Le Fobie

  • 38812035 Psichiatra Femminile Hypnotizing Paziente Disteso Sul Divano Archivio Fotografico

Per Fobia si intende uno stato caratterizzato da una paura esagerata ed immotivata di fronte ad uno stimolo  reale o immaginario che ci porta a mettere  in atto solo comportamenti di evitamento riferiti allo stimolo stesso. 

Per Paura si intende uno stato emotivo  caratterizzato da forte preoccupazione,insicurezza a volte angoscia  che si avverte di fronte ad uno stimolo, reale o immaginario, che ci porta a mettere in atto comportamenti di evitamento  o soluzione di fronte allo stimolo che genera la paura. 

Se vediamo un serpente – e ne abbiamo paura – possiamo correre o scappare nel tentativo di evitarlo o proteggerci, oppure possiamo prendere un bastone e cercare di eliminarlo.

Se chi ha paura del serpente può scappare o affrontarlo, chi ha una fobia per i serpenti metterà in atto solo dei comportamenti di evitamento e quindi- sia la vista del serpente che l’immaginare di vedere il serpente-genereranno nel soggetto uno stato ansiogeno che lo porterà inevitabilmente a  mettere in  atto un comportamento di fuga.

La fobia, a differenza della paura, è una condizione che può diventare invasiva ed in validante per la vita di chi ne è affetto. 

Se un soggetto è affetto dalla fobia dei ragni e ogni volta che ne vede uno comincia a correre all’impazzata, può avere una serie di disagi e di conseguenze su quella è che la sua normale routine di vita.

Se questa fobia  comincia a diventare un‘ossessione che impedisce al paziente di recarsi in qualunque posto diverso dalla propria abitazione in quanto pensa che i luoghi siano infestati dai ragni, capiamo bene che questo può creare un grave disagio e limitazione delle normali attività di vita sia sociale che lavorativa del paziente stesso. 

Ricordo anni fa il caso di una signora che viveva chiusa in casa con tutte le finestre chiuse sia nel periodo estivo che invernale in quanto fobica nei confronti degli insetti di qualunque  genere e natura. 

La sua fobia era diventata tale e tanta che alla fine non poteva più nemmeno uscire di casa. 

Alcune ricerche riportano che sono stata classificate più di cinquecento fobie dalle più classiche a quelle più strane.

Possiamo fare un brevissimo elenco delle più comuni  in ordine di classificazione della media della popolazione .

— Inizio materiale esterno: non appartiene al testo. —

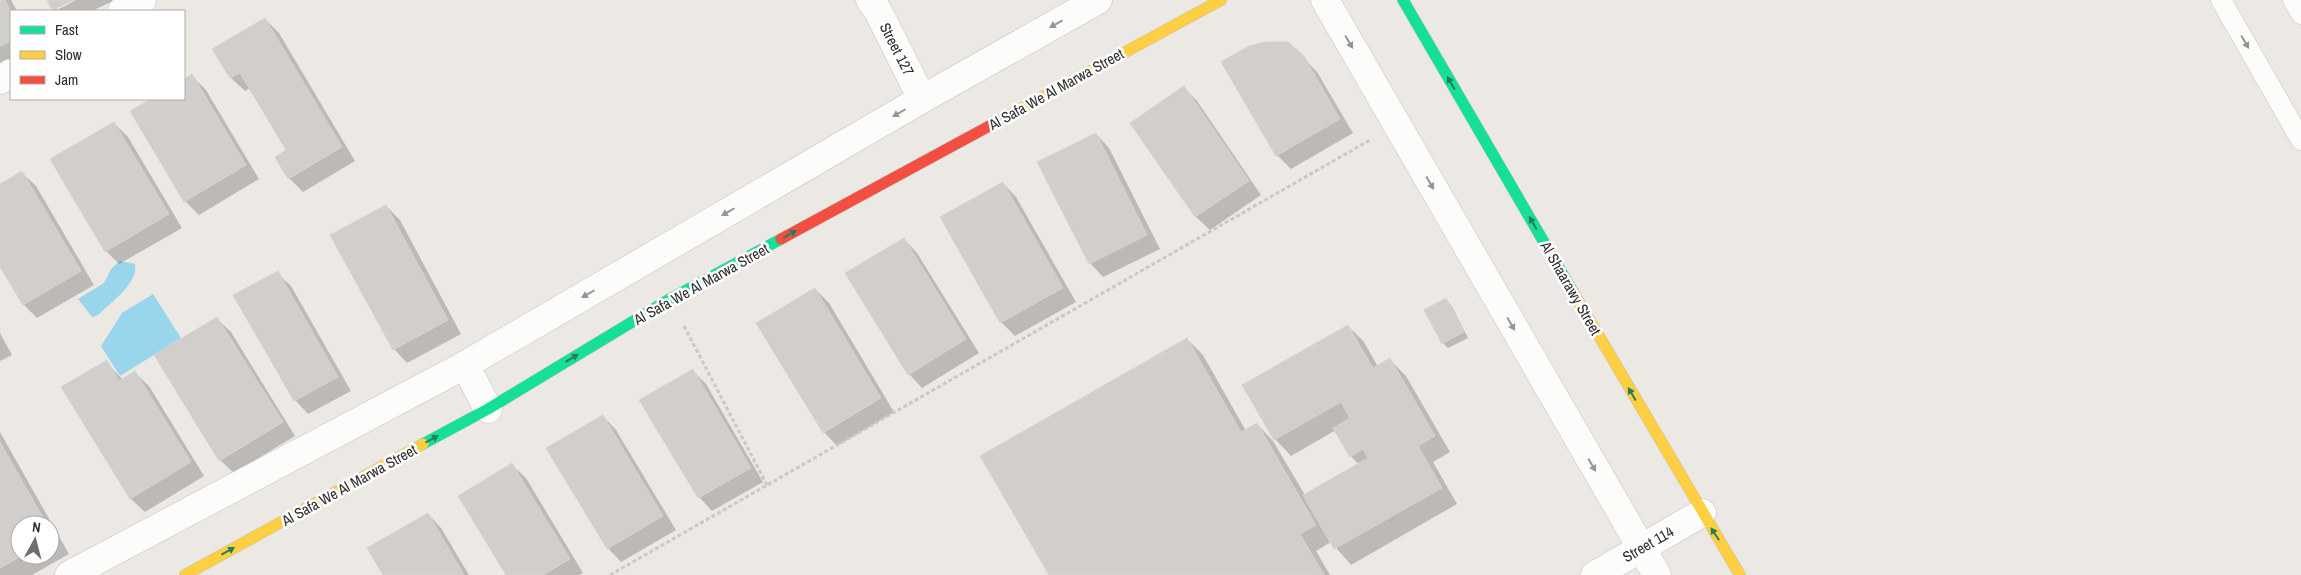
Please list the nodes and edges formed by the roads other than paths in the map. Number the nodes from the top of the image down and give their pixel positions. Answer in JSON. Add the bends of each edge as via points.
{"nodes":[{"id":1,"x":142,"y":0,"type":"edge"},
{"id":2,"x":870,"y":0,"type":"edge"},
{"id":3,"x":1098,"y":0,"type":"edge"},
{"id":4,"x":1221,"y":0,"type":"edge"},
{"id":5,"x":1325,"y":0,"type":"edge"},
{"id":6,"x":1403,"y":0,"type":"edge"},
{"id":7,"x":2221,"y":0,"type":"edge"},
{"id":8,"x":2293,"y":0,"type":"edge"},
{"id":9,"x":124,"y":10,"type":"edge"},
{"id":10,"x":2301,"y":14,"type":"edge"},
{"id":11,"x":922,"y":99,"type":"junction"},
{"id":12,"x":2301,"y":140,"type":"edge"},
{"id":13,"x":465,"y":366,"type":"junction"},
{"id":14,"x":488,"y":409,"type":"junction"},
{"id":15,"x":1702,"y":513,"type":"junction"},
{"id":16,"x":1641,"y":548,"type":"junction"},
{"id":17,"x":1732,"y":572,"type":"edge"},
{"id":18,"x":69,"y":575,"type":"edge"},
{"id":19,"x":185,"y":575,"type":"edge"},
{"id":20,"x":1594,"y":575,"type":"edge"},
{"id":21,"x":1656,"y":575,"type":"edge"}],
"edges":[{"from":1,"to":9,"type":"street"},
{"from":2,"to":11,"type":"street","name":"Street 127"},
{"from":3,"to":11,"type":"street","one_way":true},
{"from":14,"to":4,"type":"street","name":"Al Safa We Al Marwa Street","one_way":true,"via":[[670,299]]},
{"from":5,"to":16,"type":"street","one_way":true},
{"from":15,"to":6,"type":"street","name":"Al Shaarawy Street","one_way":true},
{"from":7,"to":12,"type":"lane","one_way":true},
{"from":8,"to":10,"type":"lane"},
{"from":11,"to":13,"type":"street","one_way":true},
{"from":13,"to":14,"type":"street"},
{"from":13,"to":18,"type":"street"},
{"from":19,"to":14,"type":"street","name":"Al Safa We Al Marwa Street","one_way":true},
{"from":15,"to":16,"type":"street","name":"Street 114"},
{"from":17,"to":15,"type":"street","name":"Al Shaarawy Street","one_way":true},
{"from":16,"to":20,"type":"street","name":"Street 114"},
{"from":16,"to":21,"type":"street"}]}
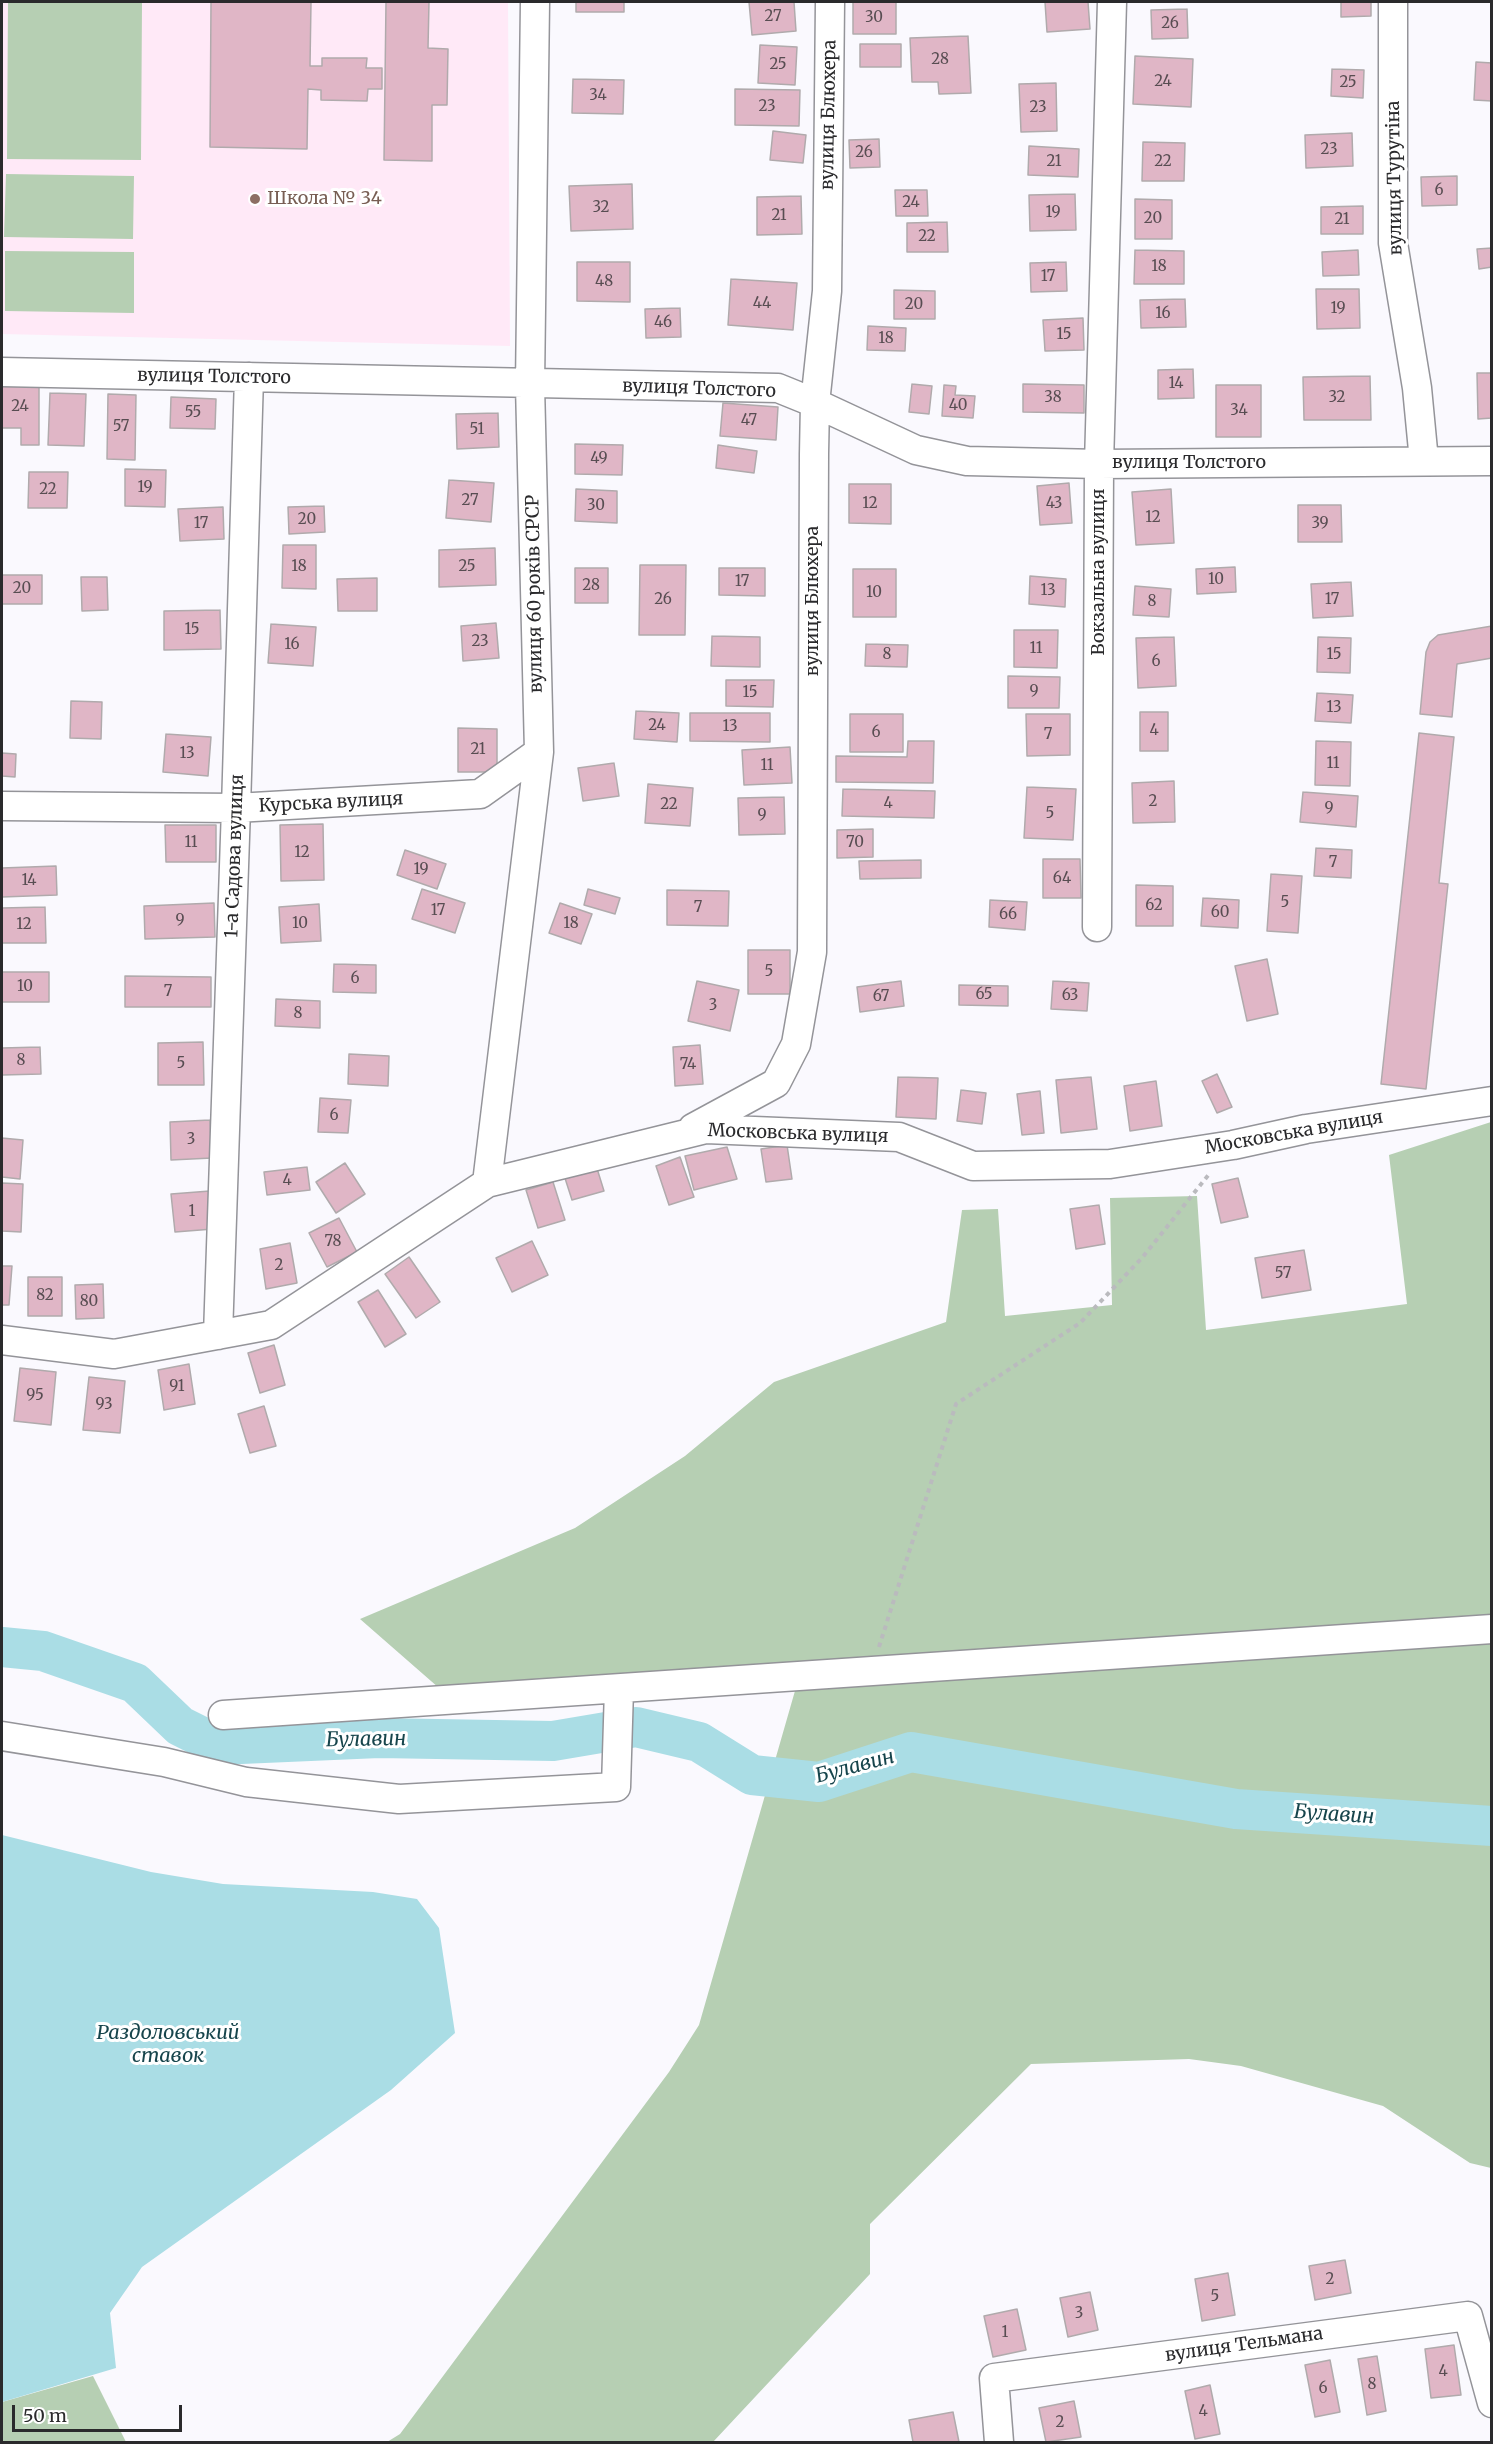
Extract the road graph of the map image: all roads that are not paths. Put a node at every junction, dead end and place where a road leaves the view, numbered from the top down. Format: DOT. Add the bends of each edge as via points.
graph roads {
  1 [pos="535,2"];
  2 [pos="830,2"];
  3 [pos="1112,2"];
  4 [pos="1393,2"];
  5 [pos="2,372"];
  6 [pos="249,378"];
  7 [pos="530,385"];
  8 [pos="815,403"];
  9 [pos="1424,461"];
  10 [pos="1491,461"];
  11 [pos="1100,464"];
  12 [pos="539,752"];
  13 [pos="2,806"];
  14 [pos="236,808"];
  15 [pos="1097,927"];
  16 [pos="1491,1101"];
  17 [pos="678,1136"];
  18 [pos="487,1183"];
  19 [pos="218,1335"];
  20 [pos="2,1340"];
  21 [pos="1491,1629"];
  22 [pos="619,1698"];
  23 [pos="223,1716"];
  24 [pos="2,1736"];
  25 [pos="1491,2403"];
  26 [pos="999,2442"];
  1 -- 7 [label="street, вулиця 60 років СРСР"];
  2 -- 8 [label="street, вулиця Блюхера" via="827,291"];
  3 -- 11 [label="street, Вокзальна вулиця"];
  4 -- 9 [label="street, вулиця Турутіна" via="1393,243 1417,388"];
  5 -- 6 [label="street, вулиця Толстого"];
  6 -- 7 [label="street, вулиця Толстого"];
  6 -- 14 [label="street, 1-а Садова вулиця"];
  7 -- 8 [label="street, вулиця Толстого" via="778,388"];
  7 -- 12 [label="street, вулиця 60 років СРСР"];
  8 -- 11 [label="street, вулиця Толстого" via="916,450 967,461"];
  8 -- 17 [label="street, вулиця Блюхера" via="812,952 796,1044 776,1083"];
  9 -- 10 [label="street, вулиця Толстого"];
  9 -- 11 [label="street, вулиця Толстого"];
  11 -- 15 [label="street, Вокзальна вулиця"];
  12 -- 14 [label="street, Курська вулиця" via="480,794"];
  12 -- 18 [label="street, вулиця 60 років СРСР"];
  13 -- 14 [label="street, Курська вулиця"];
  14 -- 19 [label="street, 1-а Садова вулиця"];
  16 -- 17 [label="street, Московська вулиця" via="1110,1164 973,1166 899,1137 706,1130"];
  17 -- 18 [label="street, Московська вулиця"];
  18 -- 19 [label="street, Московська вулиця" via="271,1325"];
  19 -- 20 [label="street, Московська вулиця" via="114,1354"];
  21 -- 22 [label="street" via="871,1672"];
  22 -- 23 [label="street"];
  22 -- 24 [label="street" via="616,1787 399,1799 246,1782 164,1762"];
  25 -- 26 [label="street, вулиця Тельмана" via="1468,2316 994,2378"];
}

  • Al primo posto  la paura delle altezze, l’acrofobia 
  • Al secondo posto la  paura dei serpenti, l’ofidiofobia
  • Al terzo posto la paura di parlare in pubblico, la glosso fobia.
  • Al quarto posto la paura dei ragni, l’aracnofobia.
  • Al  quinto posto  la fobie delle persone che, al solo pensiero di restare chiusi da qualche parte già iniziano a sentire che manca loro il fiato, la claustrofobia.  

A seconda dell’orientamento del terapeuta il trattamento per la cura delle fobie assume aspetti e modalità molto differenti.

Secondo l’interpretazione analitica il comportamento fobico è una simbolizzazione di un vissuto che in qualche modo genera un disagio 

Chi non ricorda il caso del piccolo Hans descritto da Freud in cui la fobia del cavallo veniva collegata alla figura paterna?  

Le più recenti scuole di pensiero, ed in particola modo la terapia cognitivo comportamentale propongono trattamenti molto più veloci basati sulla desensibilizzazione progressiva relativa allo stimolo ansiogeno.

 Va da sé che ogni terapeuta e ogni paziente sceglieranno assieme il metodo per eliminare questo disagio che per esperienza personale trova una grandissima remissione con la cura veloce delle fobie tipiche del TRATTAMEMTO IPNOTICO E DELLA PROGRAMMAZIONE NEUROLINGUISTICA TERAPEUTICA.